======== Given records ========

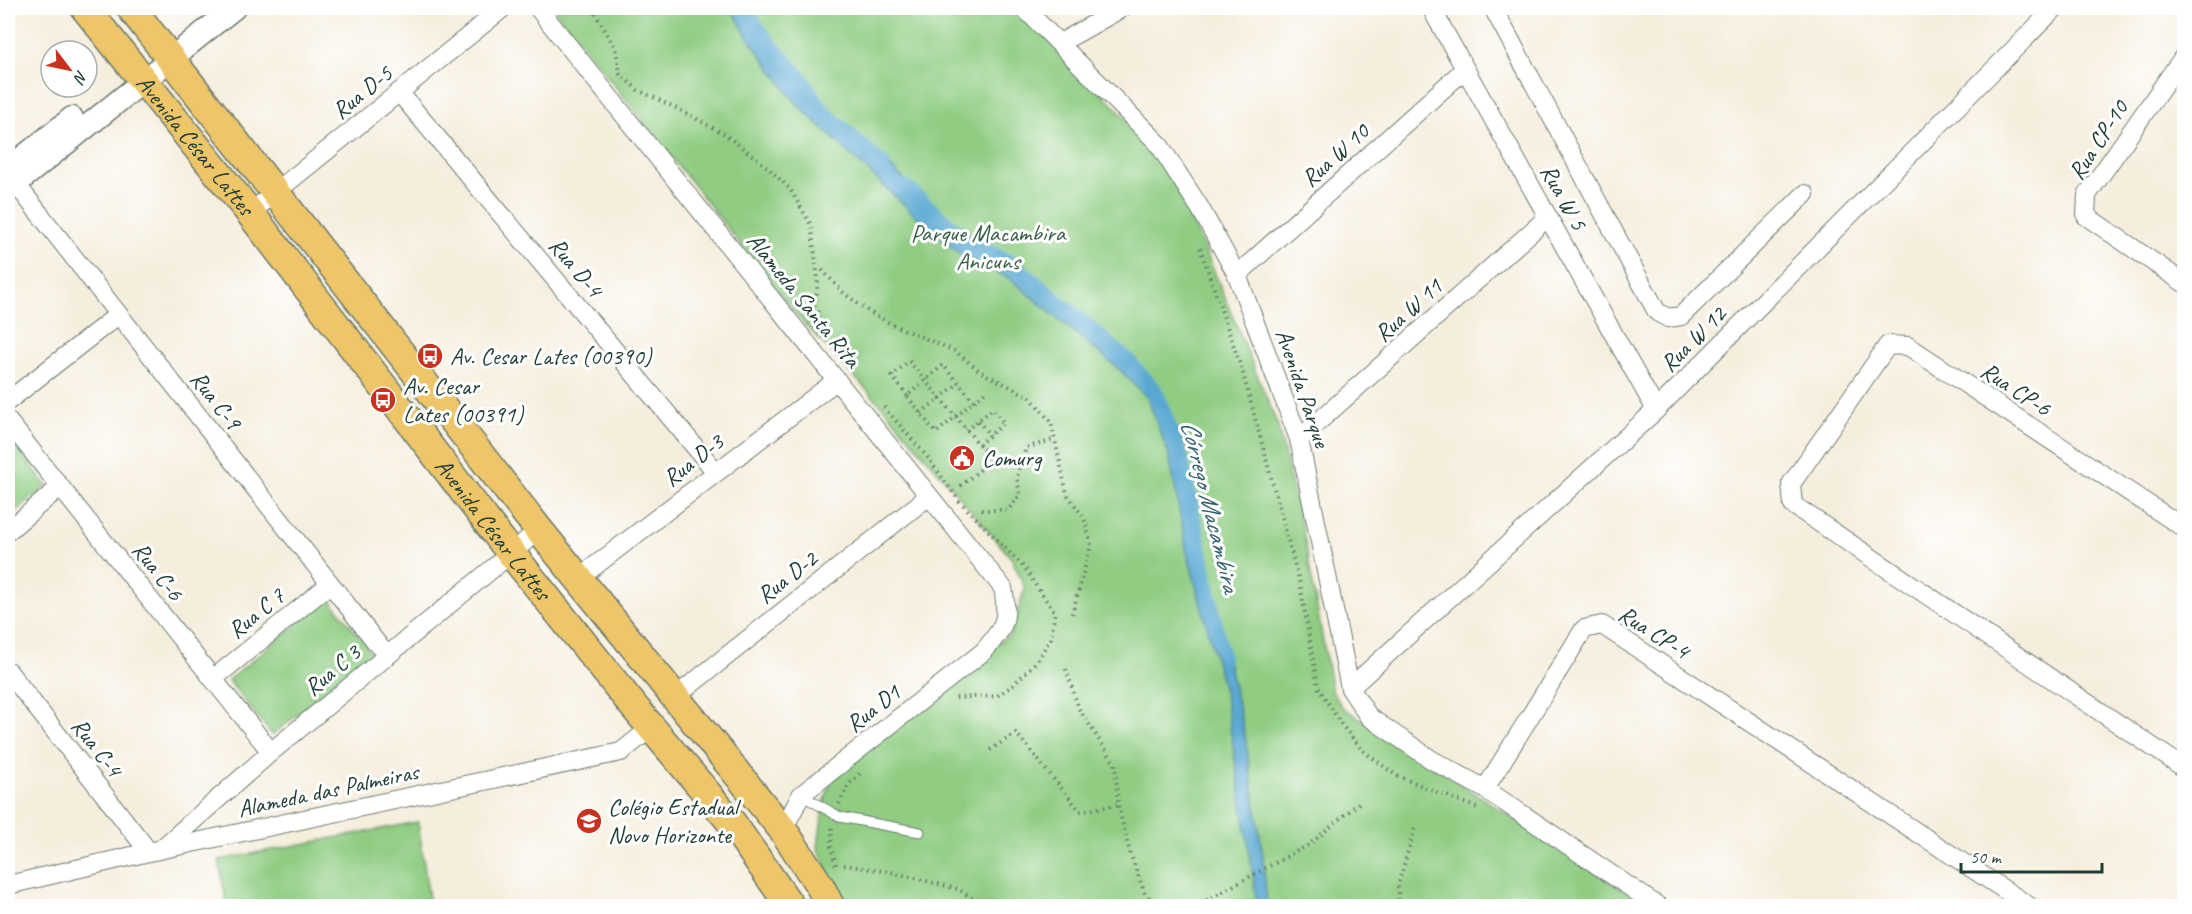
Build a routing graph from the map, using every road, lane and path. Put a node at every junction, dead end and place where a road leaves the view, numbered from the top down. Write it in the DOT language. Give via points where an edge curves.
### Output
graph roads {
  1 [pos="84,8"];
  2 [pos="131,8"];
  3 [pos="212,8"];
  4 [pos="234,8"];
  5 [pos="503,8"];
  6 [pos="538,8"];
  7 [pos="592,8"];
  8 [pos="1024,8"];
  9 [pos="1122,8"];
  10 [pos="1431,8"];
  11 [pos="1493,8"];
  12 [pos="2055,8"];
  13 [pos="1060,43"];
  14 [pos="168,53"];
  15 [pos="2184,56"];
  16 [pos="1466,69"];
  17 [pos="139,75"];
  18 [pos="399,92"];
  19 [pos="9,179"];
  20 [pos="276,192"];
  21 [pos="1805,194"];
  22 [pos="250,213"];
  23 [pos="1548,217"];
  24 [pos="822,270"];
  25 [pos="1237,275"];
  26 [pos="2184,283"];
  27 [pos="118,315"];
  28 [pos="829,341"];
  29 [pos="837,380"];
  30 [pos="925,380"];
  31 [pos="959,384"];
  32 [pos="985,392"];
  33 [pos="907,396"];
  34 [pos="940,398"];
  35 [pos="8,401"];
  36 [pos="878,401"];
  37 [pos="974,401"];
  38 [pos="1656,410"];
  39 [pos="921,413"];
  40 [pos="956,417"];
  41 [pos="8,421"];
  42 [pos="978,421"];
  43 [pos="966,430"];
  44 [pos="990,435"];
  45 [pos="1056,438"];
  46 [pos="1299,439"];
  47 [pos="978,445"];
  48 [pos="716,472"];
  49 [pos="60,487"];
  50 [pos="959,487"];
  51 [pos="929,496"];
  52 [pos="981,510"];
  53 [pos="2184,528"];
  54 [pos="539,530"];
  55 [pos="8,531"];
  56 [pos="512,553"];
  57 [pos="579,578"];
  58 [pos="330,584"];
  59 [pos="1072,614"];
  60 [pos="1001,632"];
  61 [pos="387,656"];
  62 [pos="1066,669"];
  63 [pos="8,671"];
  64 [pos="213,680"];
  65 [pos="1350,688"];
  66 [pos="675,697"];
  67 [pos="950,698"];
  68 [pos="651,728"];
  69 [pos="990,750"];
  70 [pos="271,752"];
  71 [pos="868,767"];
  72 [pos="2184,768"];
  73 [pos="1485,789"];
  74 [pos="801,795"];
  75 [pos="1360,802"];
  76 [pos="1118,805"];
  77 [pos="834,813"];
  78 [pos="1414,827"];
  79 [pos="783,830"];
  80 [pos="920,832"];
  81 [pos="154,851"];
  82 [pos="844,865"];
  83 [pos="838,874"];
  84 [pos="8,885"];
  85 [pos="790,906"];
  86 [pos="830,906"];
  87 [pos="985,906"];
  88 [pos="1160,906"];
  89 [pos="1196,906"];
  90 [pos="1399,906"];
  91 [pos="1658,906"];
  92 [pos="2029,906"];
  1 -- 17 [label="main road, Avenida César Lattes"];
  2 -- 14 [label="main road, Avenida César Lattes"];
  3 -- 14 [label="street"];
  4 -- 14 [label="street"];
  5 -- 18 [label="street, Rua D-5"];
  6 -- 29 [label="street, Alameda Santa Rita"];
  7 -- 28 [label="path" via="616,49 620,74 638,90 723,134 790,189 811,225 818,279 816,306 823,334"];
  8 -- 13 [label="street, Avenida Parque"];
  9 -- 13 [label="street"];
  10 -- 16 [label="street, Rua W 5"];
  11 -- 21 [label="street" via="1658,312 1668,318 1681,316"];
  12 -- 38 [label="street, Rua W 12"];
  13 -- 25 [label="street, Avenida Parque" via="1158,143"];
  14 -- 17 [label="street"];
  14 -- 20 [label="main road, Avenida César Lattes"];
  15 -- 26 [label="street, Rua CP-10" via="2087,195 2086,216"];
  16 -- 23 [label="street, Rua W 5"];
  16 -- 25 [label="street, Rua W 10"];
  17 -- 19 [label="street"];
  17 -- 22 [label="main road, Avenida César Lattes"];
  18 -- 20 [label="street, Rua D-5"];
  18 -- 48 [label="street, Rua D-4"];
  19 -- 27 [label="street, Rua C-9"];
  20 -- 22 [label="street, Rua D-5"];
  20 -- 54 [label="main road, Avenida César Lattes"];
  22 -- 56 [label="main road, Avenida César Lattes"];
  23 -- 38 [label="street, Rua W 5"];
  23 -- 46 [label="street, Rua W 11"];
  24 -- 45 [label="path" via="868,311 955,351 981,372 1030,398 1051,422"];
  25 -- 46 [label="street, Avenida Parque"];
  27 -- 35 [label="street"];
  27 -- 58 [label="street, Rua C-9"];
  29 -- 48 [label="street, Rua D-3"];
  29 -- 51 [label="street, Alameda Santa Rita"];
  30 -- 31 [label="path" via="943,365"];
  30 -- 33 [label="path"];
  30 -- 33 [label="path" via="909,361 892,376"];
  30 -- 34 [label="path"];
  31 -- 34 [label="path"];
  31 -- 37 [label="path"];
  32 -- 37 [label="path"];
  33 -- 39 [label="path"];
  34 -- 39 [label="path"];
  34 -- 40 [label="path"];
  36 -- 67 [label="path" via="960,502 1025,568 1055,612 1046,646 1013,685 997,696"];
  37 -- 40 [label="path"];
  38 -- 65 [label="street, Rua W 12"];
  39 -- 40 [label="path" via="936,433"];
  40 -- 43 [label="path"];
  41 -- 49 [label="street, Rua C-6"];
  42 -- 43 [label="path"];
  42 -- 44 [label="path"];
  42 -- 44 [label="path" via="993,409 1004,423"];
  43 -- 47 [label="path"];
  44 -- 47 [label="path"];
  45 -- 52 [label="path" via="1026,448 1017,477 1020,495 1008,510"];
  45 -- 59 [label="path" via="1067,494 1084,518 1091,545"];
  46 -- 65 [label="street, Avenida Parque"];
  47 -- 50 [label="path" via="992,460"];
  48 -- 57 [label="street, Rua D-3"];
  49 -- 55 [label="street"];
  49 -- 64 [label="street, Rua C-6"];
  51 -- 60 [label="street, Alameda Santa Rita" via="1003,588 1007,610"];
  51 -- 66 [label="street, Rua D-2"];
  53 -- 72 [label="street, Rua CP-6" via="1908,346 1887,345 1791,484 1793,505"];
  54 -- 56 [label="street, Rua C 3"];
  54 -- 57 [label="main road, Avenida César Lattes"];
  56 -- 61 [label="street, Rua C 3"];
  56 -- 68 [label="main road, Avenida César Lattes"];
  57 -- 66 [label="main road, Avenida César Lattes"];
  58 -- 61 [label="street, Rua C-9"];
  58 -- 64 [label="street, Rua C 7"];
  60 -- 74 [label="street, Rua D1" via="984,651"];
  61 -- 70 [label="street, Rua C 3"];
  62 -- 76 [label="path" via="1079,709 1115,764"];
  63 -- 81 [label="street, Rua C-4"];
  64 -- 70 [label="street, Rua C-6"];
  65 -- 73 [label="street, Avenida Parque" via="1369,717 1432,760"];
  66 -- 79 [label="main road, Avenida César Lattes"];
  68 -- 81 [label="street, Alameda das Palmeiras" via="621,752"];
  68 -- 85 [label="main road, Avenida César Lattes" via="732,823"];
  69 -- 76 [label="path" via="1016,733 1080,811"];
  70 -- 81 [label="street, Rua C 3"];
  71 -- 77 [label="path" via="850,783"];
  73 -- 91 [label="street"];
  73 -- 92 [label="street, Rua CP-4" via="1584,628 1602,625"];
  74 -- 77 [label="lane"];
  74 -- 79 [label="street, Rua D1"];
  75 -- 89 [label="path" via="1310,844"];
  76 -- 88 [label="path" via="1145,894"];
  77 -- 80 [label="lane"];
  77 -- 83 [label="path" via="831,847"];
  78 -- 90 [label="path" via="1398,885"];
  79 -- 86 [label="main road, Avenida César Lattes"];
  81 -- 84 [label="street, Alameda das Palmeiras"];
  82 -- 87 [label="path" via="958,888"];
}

========
======== Given records ========

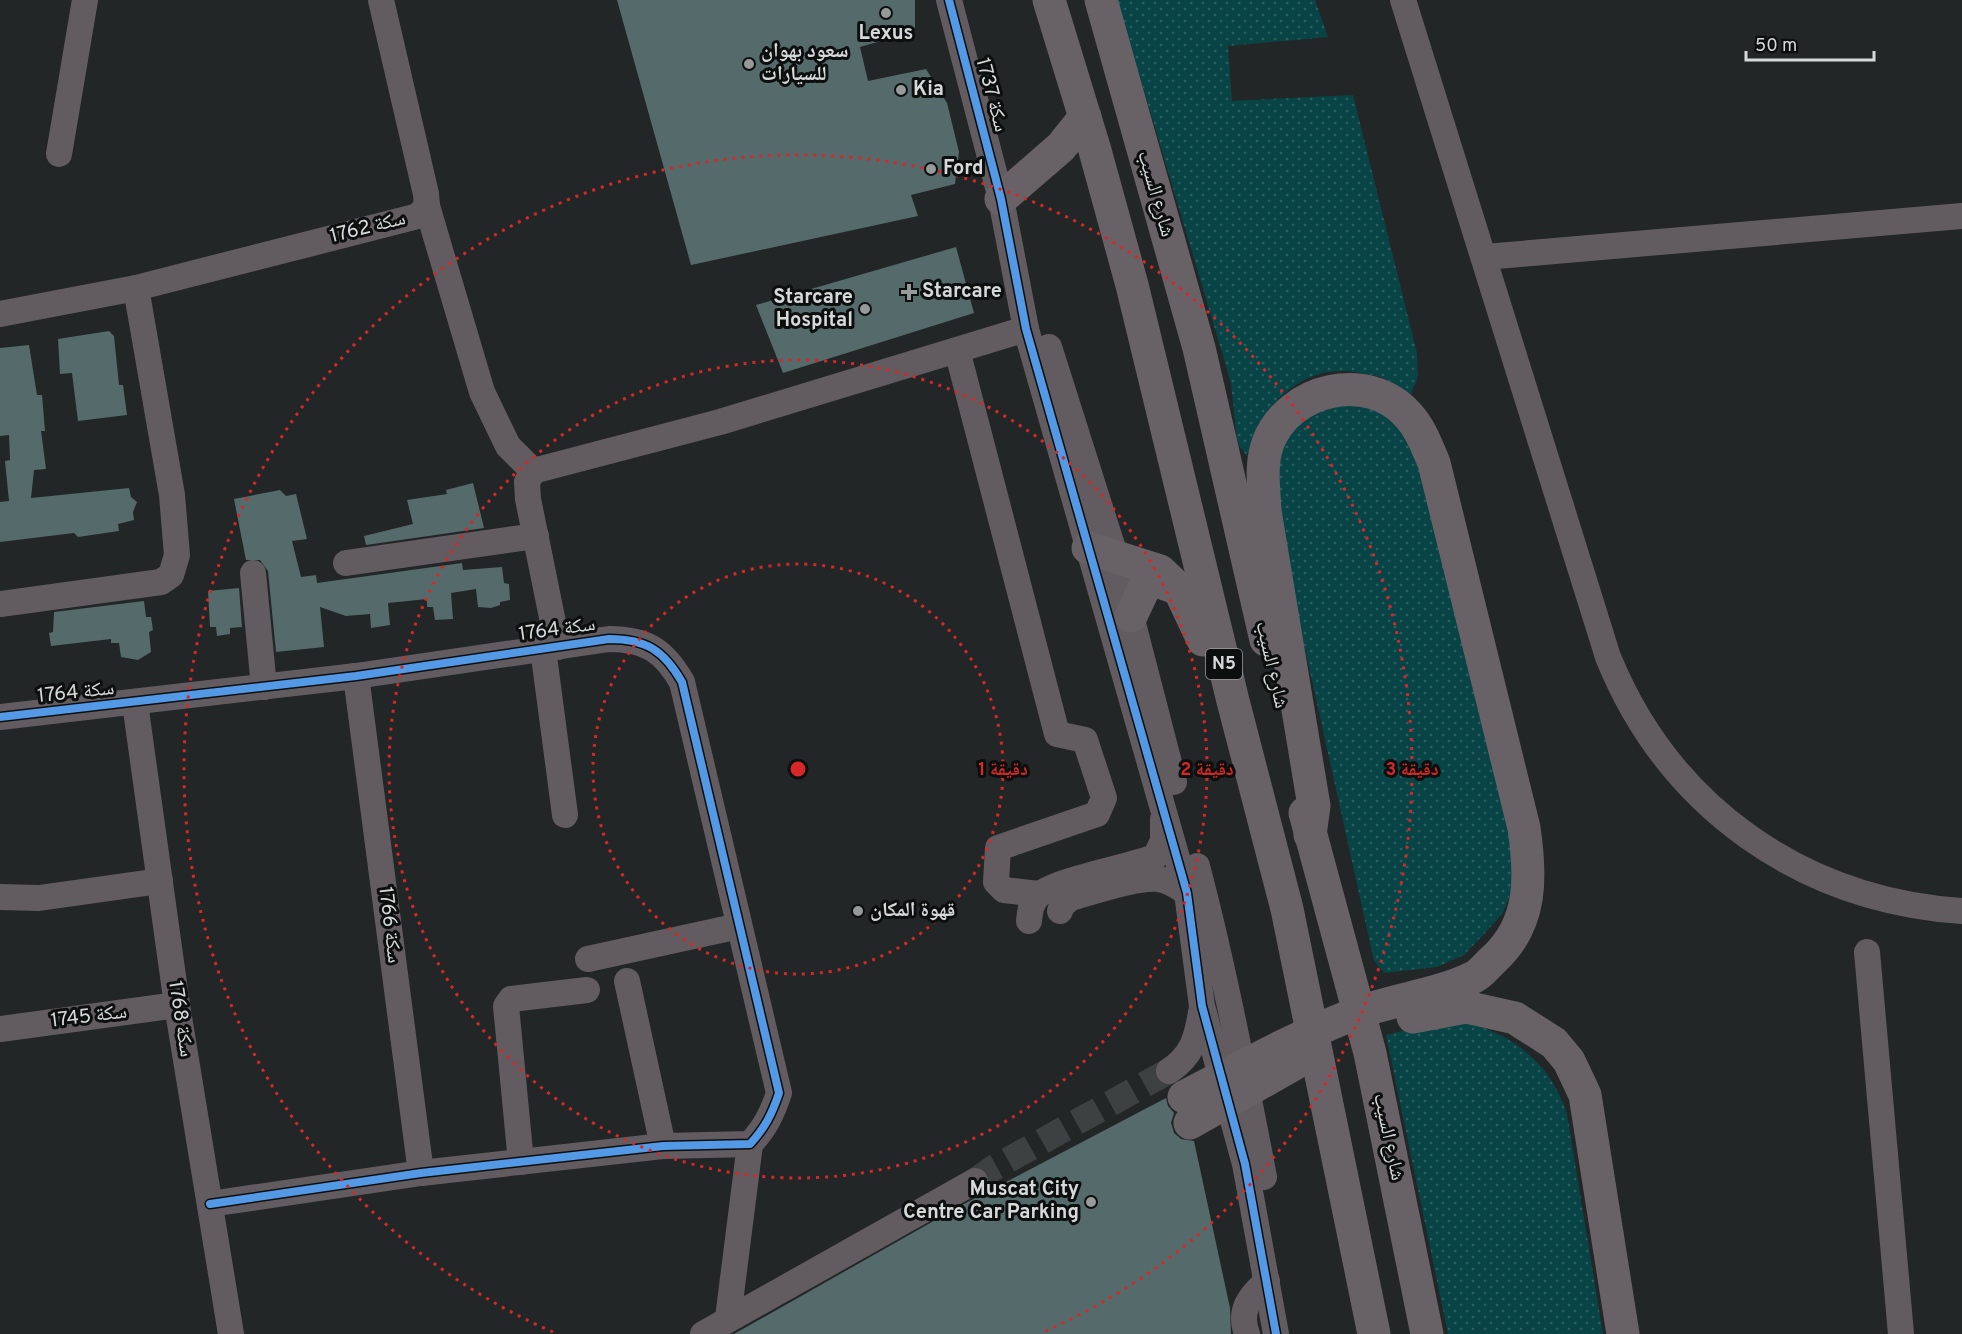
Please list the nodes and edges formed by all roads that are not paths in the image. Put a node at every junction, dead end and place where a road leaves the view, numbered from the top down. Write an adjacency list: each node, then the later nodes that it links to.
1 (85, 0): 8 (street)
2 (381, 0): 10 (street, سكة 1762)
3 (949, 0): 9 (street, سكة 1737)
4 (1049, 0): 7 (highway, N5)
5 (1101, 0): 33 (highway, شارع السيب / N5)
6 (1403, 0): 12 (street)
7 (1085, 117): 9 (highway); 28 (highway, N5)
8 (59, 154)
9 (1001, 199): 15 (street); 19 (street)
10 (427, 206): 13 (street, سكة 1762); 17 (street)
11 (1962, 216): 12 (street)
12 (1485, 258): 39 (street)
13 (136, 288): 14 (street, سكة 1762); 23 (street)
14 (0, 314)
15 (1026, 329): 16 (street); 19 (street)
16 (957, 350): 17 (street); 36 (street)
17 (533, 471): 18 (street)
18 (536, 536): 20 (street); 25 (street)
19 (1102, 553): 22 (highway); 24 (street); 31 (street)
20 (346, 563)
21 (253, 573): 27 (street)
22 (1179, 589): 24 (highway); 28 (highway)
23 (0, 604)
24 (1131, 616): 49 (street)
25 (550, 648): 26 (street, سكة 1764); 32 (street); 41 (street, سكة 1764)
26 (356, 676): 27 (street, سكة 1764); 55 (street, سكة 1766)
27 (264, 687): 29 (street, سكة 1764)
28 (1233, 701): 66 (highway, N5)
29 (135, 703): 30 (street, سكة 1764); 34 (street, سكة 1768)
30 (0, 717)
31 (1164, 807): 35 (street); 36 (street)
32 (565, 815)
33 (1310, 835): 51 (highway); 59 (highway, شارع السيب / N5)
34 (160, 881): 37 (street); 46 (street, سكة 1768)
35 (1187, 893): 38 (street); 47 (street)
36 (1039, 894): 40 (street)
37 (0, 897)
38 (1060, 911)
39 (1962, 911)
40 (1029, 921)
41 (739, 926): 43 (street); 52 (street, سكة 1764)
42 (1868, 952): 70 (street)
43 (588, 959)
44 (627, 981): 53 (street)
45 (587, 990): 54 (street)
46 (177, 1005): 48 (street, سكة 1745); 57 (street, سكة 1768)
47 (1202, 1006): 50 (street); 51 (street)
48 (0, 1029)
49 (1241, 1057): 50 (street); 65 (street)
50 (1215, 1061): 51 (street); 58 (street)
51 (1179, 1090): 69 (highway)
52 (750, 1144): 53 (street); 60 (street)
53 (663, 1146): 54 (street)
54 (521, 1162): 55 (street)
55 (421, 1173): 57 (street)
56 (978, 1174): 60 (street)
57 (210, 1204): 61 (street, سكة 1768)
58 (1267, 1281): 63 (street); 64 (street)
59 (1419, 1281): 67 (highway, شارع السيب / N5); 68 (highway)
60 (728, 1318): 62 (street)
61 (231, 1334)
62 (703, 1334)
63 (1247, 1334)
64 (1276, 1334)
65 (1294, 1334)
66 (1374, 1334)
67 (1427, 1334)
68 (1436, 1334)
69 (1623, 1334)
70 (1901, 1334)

========
======== Given records ========

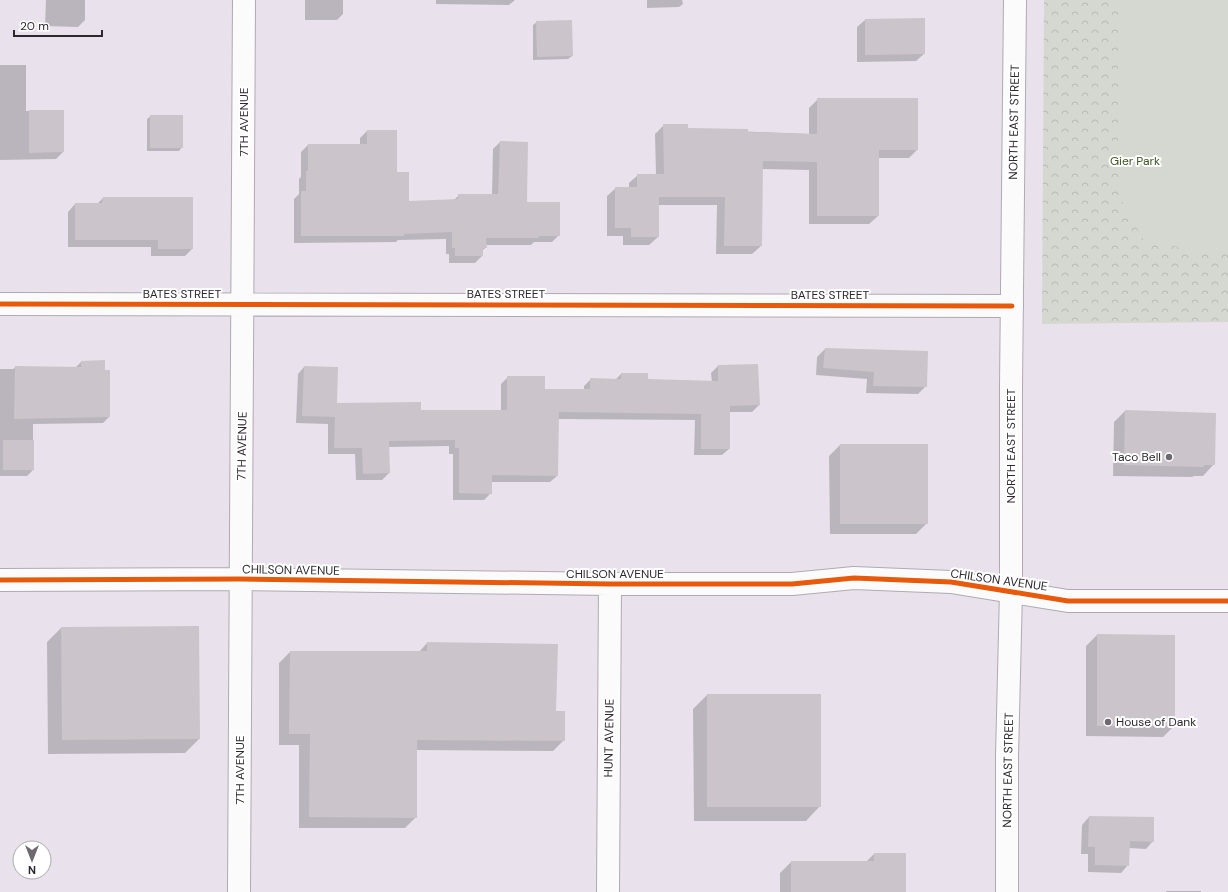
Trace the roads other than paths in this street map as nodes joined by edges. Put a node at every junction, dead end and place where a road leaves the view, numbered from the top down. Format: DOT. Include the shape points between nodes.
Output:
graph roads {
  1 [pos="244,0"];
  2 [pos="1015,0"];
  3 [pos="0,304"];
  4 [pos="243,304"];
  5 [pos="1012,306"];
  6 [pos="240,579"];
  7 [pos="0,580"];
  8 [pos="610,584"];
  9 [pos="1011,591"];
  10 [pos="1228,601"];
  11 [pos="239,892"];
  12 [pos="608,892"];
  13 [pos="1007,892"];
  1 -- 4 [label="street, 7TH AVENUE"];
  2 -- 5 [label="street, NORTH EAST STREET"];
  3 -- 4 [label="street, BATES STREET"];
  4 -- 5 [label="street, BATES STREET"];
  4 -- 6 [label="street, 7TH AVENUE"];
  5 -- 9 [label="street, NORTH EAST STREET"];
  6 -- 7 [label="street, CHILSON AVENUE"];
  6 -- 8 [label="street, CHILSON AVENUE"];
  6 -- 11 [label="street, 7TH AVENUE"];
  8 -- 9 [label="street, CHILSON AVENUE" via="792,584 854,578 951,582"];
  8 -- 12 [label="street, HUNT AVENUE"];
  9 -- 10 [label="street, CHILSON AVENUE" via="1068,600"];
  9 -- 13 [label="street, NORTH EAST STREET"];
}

========

## What is being asked
Once you have counted the lines above containing the word "points", state that number and nothing more.

## Answer box
2